Work task:
Repeat the entries below exactly. Begin with the first line and end with the line that contains "Turn all roads".

(Saved data entries)
==============================

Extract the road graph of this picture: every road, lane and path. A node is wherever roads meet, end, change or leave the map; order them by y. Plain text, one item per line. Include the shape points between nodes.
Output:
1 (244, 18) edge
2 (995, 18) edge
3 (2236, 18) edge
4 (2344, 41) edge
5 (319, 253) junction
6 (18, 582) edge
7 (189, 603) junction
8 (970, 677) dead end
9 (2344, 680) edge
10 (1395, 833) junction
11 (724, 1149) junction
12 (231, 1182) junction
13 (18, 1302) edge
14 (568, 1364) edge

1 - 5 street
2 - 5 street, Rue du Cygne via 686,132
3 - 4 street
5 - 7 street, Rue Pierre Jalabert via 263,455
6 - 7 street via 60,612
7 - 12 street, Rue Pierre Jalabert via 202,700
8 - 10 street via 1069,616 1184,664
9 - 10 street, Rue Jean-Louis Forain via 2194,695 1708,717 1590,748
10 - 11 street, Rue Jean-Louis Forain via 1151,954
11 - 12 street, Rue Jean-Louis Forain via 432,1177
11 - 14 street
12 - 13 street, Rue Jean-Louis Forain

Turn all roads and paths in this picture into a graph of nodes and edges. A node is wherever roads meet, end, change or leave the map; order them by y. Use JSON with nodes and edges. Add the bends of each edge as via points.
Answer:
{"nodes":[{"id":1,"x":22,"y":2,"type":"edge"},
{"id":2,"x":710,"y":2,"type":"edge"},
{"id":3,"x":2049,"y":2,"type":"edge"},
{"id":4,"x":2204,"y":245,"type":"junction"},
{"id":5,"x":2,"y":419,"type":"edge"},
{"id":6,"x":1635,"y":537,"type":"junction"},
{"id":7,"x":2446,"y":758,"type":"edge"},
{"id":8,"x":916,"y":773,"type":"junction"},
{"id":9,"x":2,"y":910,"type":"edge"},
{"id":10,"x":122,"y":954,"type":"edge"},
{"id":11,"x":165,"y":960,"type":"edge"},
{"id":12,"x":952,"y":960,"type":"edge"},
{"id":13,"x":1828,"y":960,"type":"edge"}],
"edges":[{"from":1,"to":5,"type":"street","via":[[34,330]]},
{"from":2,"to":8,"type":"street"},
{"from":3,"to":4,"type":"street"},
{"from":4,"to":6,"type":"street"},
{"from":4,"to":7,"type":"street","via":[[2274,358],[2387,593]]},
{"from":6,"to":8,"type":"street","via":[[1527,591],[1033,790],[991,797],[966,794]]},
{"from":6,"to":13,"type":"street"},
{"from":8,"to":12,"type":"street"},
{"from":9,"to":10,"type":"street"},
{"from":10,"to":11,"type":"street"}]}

==============================

Result:
Extract the road graph of this picture: every road, lane and path. A node is wherever roads meet, end, change or leave the map; order them by y. Plain text, one item per line. Include the shape points between nodes.
Output:
1 (244, 18) edge
2 (995, 18) edge
3 (2236, 18) edge
4 (2344, 41) edge
5 (319, 253) junction
6 (18, 582) edge
7 (189, 603) junction
8 (970, 677) dead end
9 (2344, 680) edge
10 (1395, 833) junction
11 (724, 1149) junction
12 (231, 1182) junction
13 (18, 1302) edge
14 (568, 1364) edge

1 - 5 street
2 - 5 street, Rue du Cygne via 686,132
3 - 4 street
5 - 7 street, Rue Pierre Jalabert via 263,455
6 - 7 street via 60,612
7 - 12 street, Rue Pierre Jalabert via 202,700
8 - 10 street via 1069,616 1184,664
9 - 10 street, Rue Jean-Louis Forain via 2194,695 1708,717 1590,748
10 - 11 street, Rue Jean-Louis Forain via 1151,954
11 - 12 street, Rue Jean-Louis Forain via 432,1177
11 - 14 street
12 - 13 street, Rue Jean-Louis Forain

Turn all roads and paths in this picture into a graph of nodes and edges. A node is wherever roads meet, end, change or leave the map; order them by y. Use JSON with nodes and edges. Add the bends of each edge as via points.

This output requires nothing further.